### DATA LISTING

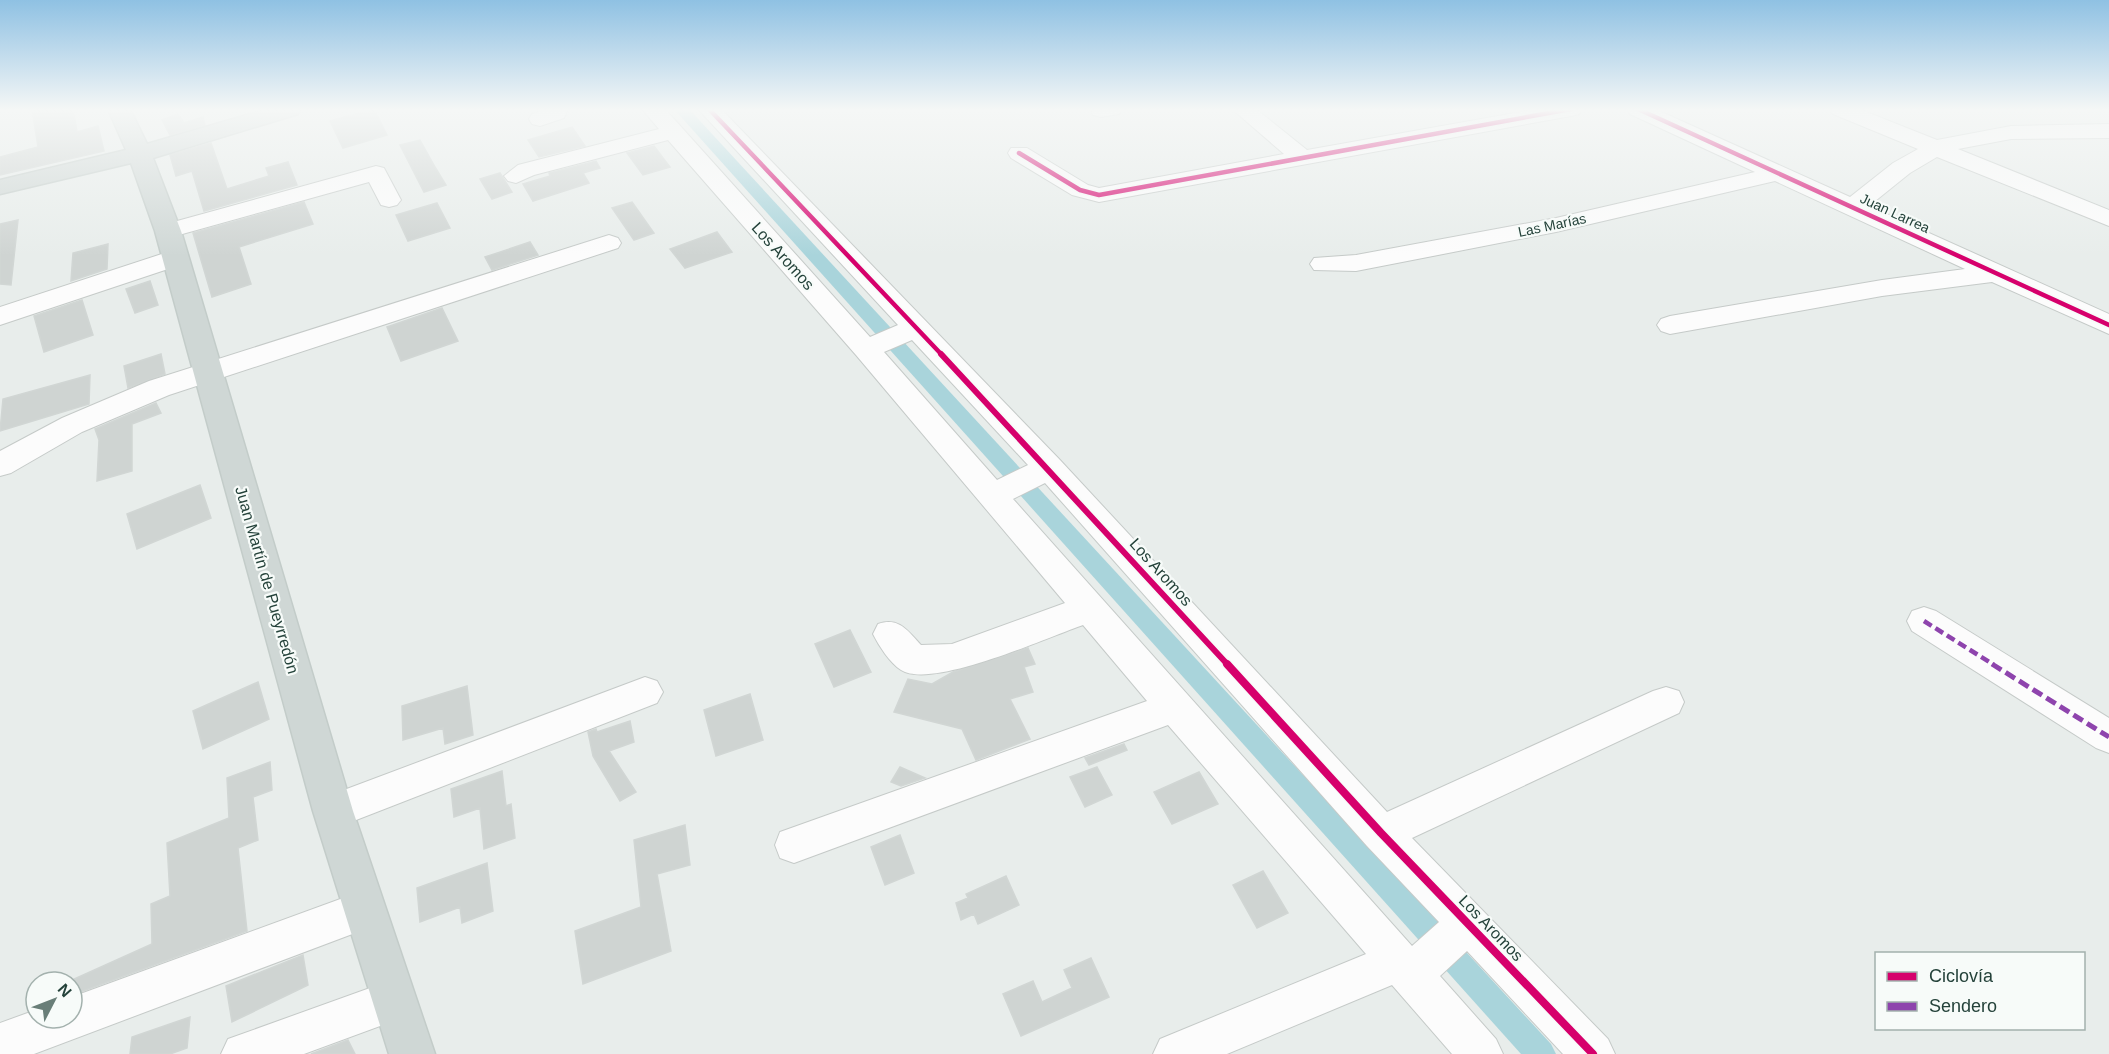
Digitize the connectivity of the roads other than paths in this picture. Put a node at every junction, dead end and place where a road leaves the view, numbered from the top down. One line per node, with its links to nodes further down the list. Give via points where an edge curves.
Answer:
1 (122, 158): 16 (main road)
2 (141, 158): 21 (main road, Juan Martín de Pueyrredón)
3 (558, 158): 15 (street)
4 (697, 158): 13 (street, Los Aromos)
5 (710, 158): 13 (street)
6 (758, 158): 27 (street, Los Aromos)
7 (1028, 158): 12 (street, via 1080,190 1099,195)
8 (1308, 158): 12 (street)
9 (1746, 158): 14 (street, Juan Larrea)
10 (1916, 158): 18 (street)
11 (1961, 158): 19 (street)
12 (1304, 159)
13 (699, 161): 28 (street, Los Aromos)
14 (1779, 173): 18 (street, Juan Larrea); 22 (street, Las Marías, via 1556,225 1356,263)
15 (516, 176)
16 (0, 187)
17 (389, 200): 21 (street, via 376,173)
18 (1852, 207): 23 (street, Juan Larrea)
19 (2109, 219)
20 (609, 243): 29 (street)
21 (171, 245): 24 (street); 29 (main road, Juan Martín de Pueyrredón)
22 (1323, 264)
23 (1996, 273): 25 (street, via 1882,288); 26 (street, Juan Larrea)
24 (0, 315)
25 (1670, 325)
26 (2109, 326)
27 (916, 328): 28 (street); 31 (street, Los Aromos)
28 (866, 349): 32 (street, Los Aromos)
29 (207, 373): 30 (street, via 159,388 72,425); 40 (main road, Juan Martín de Pueyrredón)
30 (0, 465)
31 (1048, 468): 32 (street); 41 (street, Los Aromos)
32 (993, 495): 33 (street, Los Aromos)
33 (1090, 608): 35 (street, via 952,658 913,660); 38 (street, Los Aromos)
34 (1924, 621): 39 (street)
35 (890, 634)
36 (645, 692): 40 (street)
37 (1666, 702): 41 (street)
38 (1174, 707): 42 (street); 45 (street, Los Aromos)
39 (2109, 737)
40 (333, 811): 43 (main road, Juan Martín de Pueyrredón)
41 (1381, 833): 44 (street, Los Aromos)
42 (794, 845)
43 (365, 910): 46 (main road, Juan Martín de Pueyrredón); 47 (street)
44 (1467, 923): 45 (street); 52 (street, Los Aromos)
45 (1405, 968): 50 (street); 51 (street, Los Aromos)
46 (395, 1000): 48 (street); 49 (main road, Juan Martín de Pueyrredón)
47 (0, 1045)
48 (243, 1054)
49 (412, 1054)
50 (1175, 1054)
51 (1481, 1054)
52 (1593, 1054)

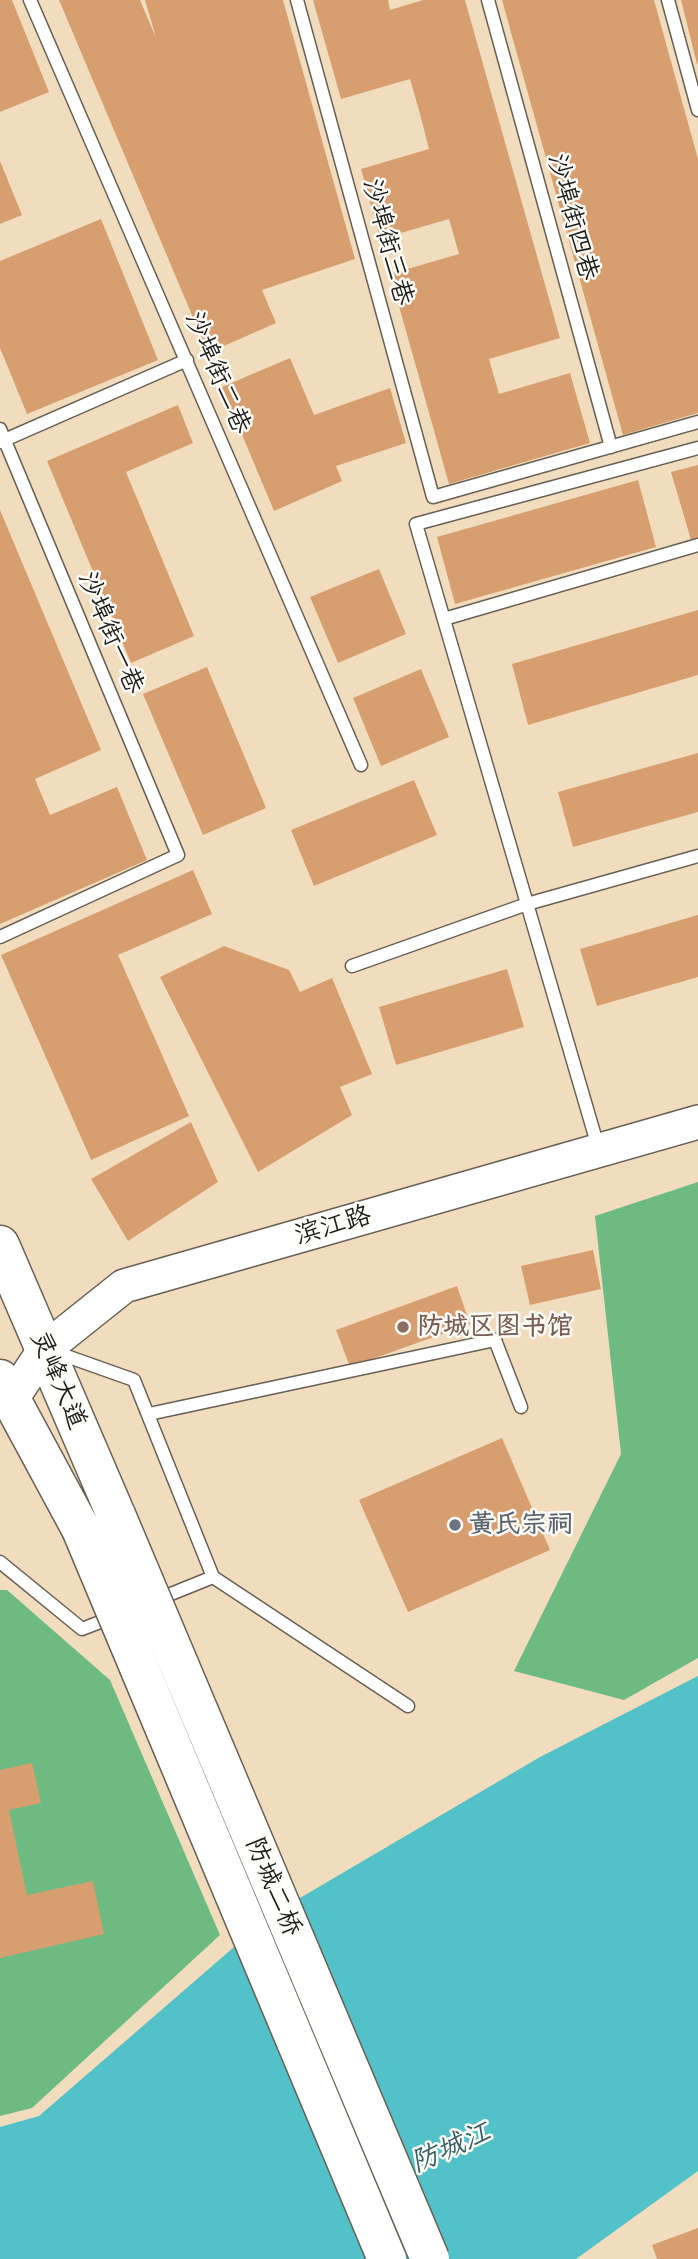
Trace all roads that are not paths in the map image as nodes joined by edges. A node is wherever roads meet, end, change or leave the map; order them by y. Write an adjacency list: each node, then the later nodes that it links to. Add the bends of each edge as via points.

### AIM OF THE EXERCISE
Since the listing holds pictures, return everything else in it exactly and omit those.

### REPLY TO THE EXERCISE
Digitize the connectivity of the roads other than paths in this picture. Put a node at every junction, dead end and place where a road leaves the view, numbered from the top down. One line per node, with its links to nodes further down the list. Give via points where an edge curves.
Answer:
1 (122, 158): 16 (main road)
2 (141, 158): 21 (main road, Juan Martín de Pueyrredón)
3 (558, 158): 15 (street)
4 (697, 158): 13 (street, Los Aromos)
5 (710, 158): 13 (street)
6 (758, 158): 27 (street, Los Aromos)
7 (1028, 158): 12 (street, via 1080,190 1099,195)
8 (1308, 158): 12 (street)
9 (1746, 158): 14 (street, Juan Larrea)
10 (1916, 158): 18 (street)
11 (1961, 158): 19 (street)
12 (1304, 159)
13 (699, 161): 28 (street, Los Aromos)
14 (1779, 173): 18 (street, Juan Larrea); 22 (street, Las Marías, via 1556,225 1356,263)
15 (516, 176)
16 (0, 187)
17 (389, 200): 21 (street, via 376,173)
18 (1852, 207): 23 (street, Juan Larrea)
19 (2109, 219)
20 (609, 243): 29 (street)
21 (171, 245): 24 (street); 29 (main road, Juan Martín de Pueyrredón)
22 (1323, 264)
23 (1996, 273): 25 (street, via 1882,288); 26 (street, Juan Larrea)
24 (0, 315)
25 (1670, 325)
26 (2109, 326)
27 (916, 328): 28 (street); 31 (street, Los Aromos)
28 (866, 349): 32 (street, Los Aromos)
29 (207, 373): 30 (street, via 159,388 72,425); 40 (main road, Juan Martín de Pueyrredón)
30 (0, 465)
31 (1048, 468): 32 (street); 41 (street, Los Aromos)
32 (993, 495): 33 (street, Los Aromos)
33 (1090, 608): 35 (street, via 952,658 913,660); 38 (street, Los Aromos)
34 (1924, 621): 39 (street)
35 (890, 634)
36 (645, 692): 40 (street)
37 (1666, 702): 41 (street)
38 (1174, 707): 42 (street); 45 (street, Los Aromos)
39 (2109, 737)
40 (333, 811): 43 (main road, Juan Martín de Pueyrredón)
41 (1381, 833): 44 (street, Los Aromos)
42 (794, 845)
43 (365, 910): 46 (main road, Juan Martín de Pueyrredón); 47 (street)
44 (1467, 923): 45 (street); 52 (street, Los Aromos)
45 (1405, 968): 50 (street); 51 (street, Los Aromos)
46 (395, 1000): 48 (street); 49 (main road, Juan Martín de Pueyrredón)
47 (0, 1045)
48 (243, 1054)
49 (412, 1054)
50 (1175, 1054)
51 (1481, 1054)
52 (1593, 1054)

Trace all roads that are not paths in the map image as nodes joined by edges. A node is wherever roads meet, end, change or leave the map; order them by y. Write an adjacency list: each node, then the later nodes that it links to. Add the bends of each edge as via points.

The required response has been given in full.